V2.b.3. Les suites du sevrage
Dans tous les cas, le
médecin généraliste est informé du séjour (après accord du patient) et
contracté téléphoniquement en cours d’hospitalisation. Il refait un courrier
dans les trois jours suivant la sortie.
Le patient sort avec une
fiche de liaison médicale et une ordonnance.
-
s’il rentre
à domicile, il part avec un carton
de rendez-vous :
. pour un suivi ambulatoire
par le médecin référent alcoologue
. pour un suivi par
l’infirmière alcoologue ou un psychologue
. pour un suivi au CMP
. pour un suivi CCAA
-
s’il rentre
en post-cure
. la programmation de cette
post-cure est le plus souvent établie avant l’admission pour sevrage ou,
parfois, en cours de séjour après le bilan somatique et psychopathologique
-
les indications
de la post-cure sont :
. la persistance de troubles
cognitifs
les pathologie somatiques
associées ou non encore stabilisées,
la nécessité d’un
éloignement du milieu social ou professionnel en vue de renforcer la motivation
du patient à l’arrêt de l’alcool.
-
le protocole
d’accueil justifie des échanges directs ou téléphoniques après l’envoi d’une
lettre de motivation.
Les médecins de la clinique
d’accueil sont adhérents du Résald.
V.2.c. L’alcoologie de
liaison
Elle est assurée au sein de
notre hôpital, par des membres de quatre équipes :
-
l’équipe
d’alcoologie du service de gastro-entérologie
-
l’équipe du
CCAA
-
l’équipe de
psychiatrie de secteur (CMP et UPG)
-
l’équipe de
neurologie
V.2.d. Les
hospitalisations en neurologie
Elles sont assurée le plus
souvent dans le service de neurologie pour des complications neurologiques et
cérébrales de l’alcoolisme : polynévrites, syndrome de Korsakov, céphalées
de type Gayet-Wernicke.
Il peut arriver, lorsque
l’agitation psychomotrice ou les troubles du comportement dominent, que
l’hospitalisation se fasse à l’unité de psychiatrie générale.
V.III LES ARTICULATION DU RESALD
Elles prendront plus de
relief après la lecture compète de ce mémoire. En effet, les professionnels du
champ sanitaire et social du pôle dacquoise se retrouvent souvent dans
plusieurs réseaux qui s’articulent les uns avec les autres.
C’est ainsi qu’on peut
difficilement imaginer le réseau d’alcoologie travaillant sans lien avec le
réseau ville-hôpital sida-toxicomanies ni avec le réseau psychiatrie et
précarité. On se référera au tableau XI pour mieux saisir ses articulations.
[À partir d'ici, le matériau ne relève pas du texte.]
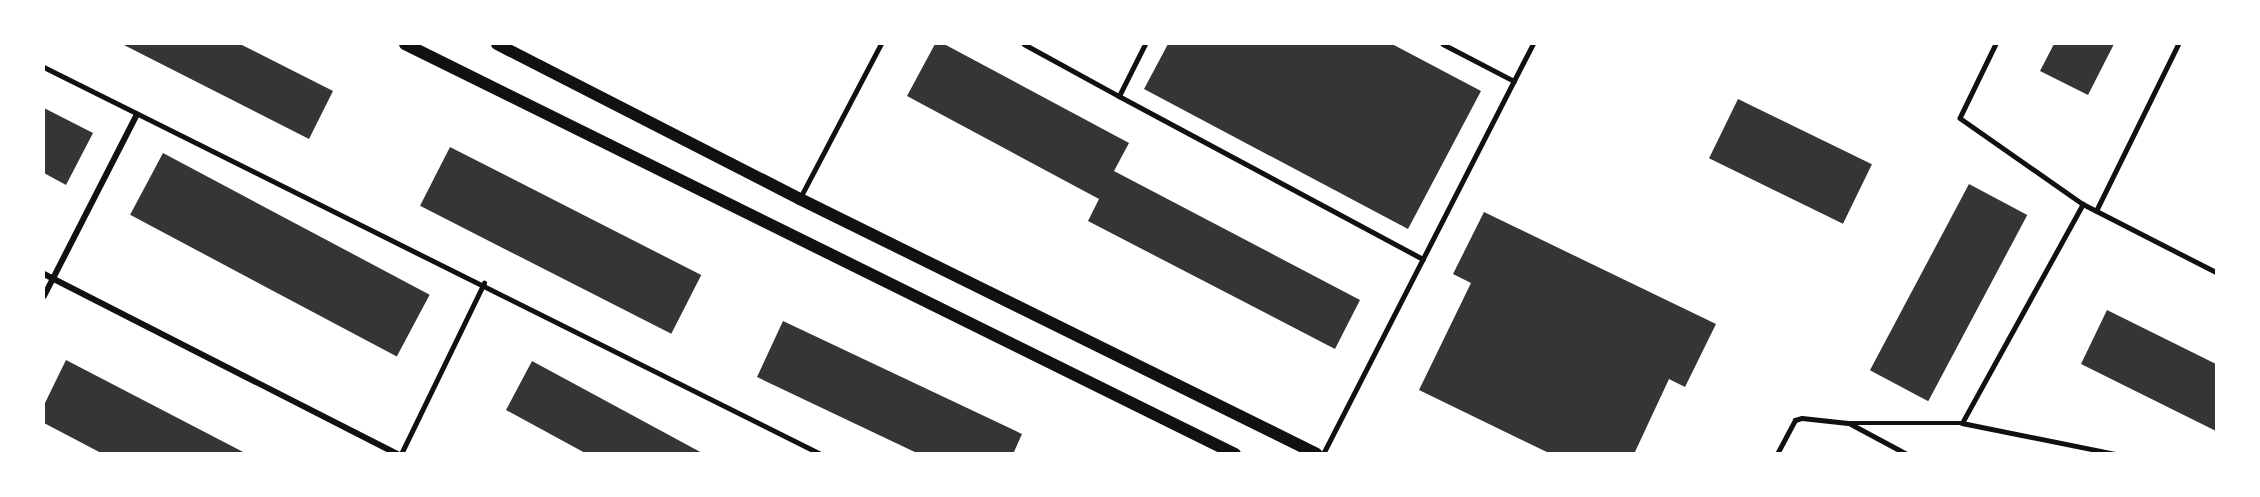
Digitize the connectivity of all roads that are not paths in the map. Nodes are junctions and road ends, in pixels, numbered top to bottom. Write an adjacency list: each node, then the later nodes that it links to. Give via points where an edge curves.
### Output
1 (405, 44): 27 (main road)
2 (497, 44): 14 (main road)
3 (881, 44): 14 (lane)
4 (1024, 44): 12 (lane)
5 (1145, 44): 12 (lane)
6 (1443, 44): 11 (lane)
7 (1533, 44): 11 (lane)
8 (1996, 44): 15 (lane, via 1960,118)
9 (2178, 44): 16 (lane)
10 (44, 67): 13 (lane)
11 (1514, 81): 17 (lane)
12 (1119, 96): 17 (lane)
13 (137, 114): 20 (street); 21 (lane)
14 (800, 199): 28 (main road)
15 (2083, 204): 16 (lane); 24 (lane)
16 (2096, 211): 18 (lane)
17 (1423, 259): 29 (lane)
18 (2217, 272)
19 (44, 274): 20 (street)
20 (52, 279): 22 (street); 25 (street)
21 (484, 283): 25 (lane); 26 (lane)
22 (44, 296)
23 (1848, 423): 24 (lane); 30 (lane, via 1795,420); 31 (lane)
24 (1962, 423): 32 (lane)
25 (400, 453)
26 (821, 453)
27 (1235, 453)
28 (1317, 453)
29 (1323, 453)
30 (1777, 453)
31 (1907, 453)
32 (2116, 453)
Par rapport aux propositions
de M. Reynaud et Ph. J. Parquet résumées dans le tableau en annexe I, nous
voyons notre dispositif, correspond tout à fait à son esprit et presque à sa
lettre , à l’exception de l’absence d’hôpital de jour et du fait que notre CCAA assure un service
pour plus de 150 000 habitants.
On notera d’autre part que
le Résald n’a, pour l’instant, si statut juridique, ni budget propre, mais un
représentant de la DDASS assiste à toutes ses réunions.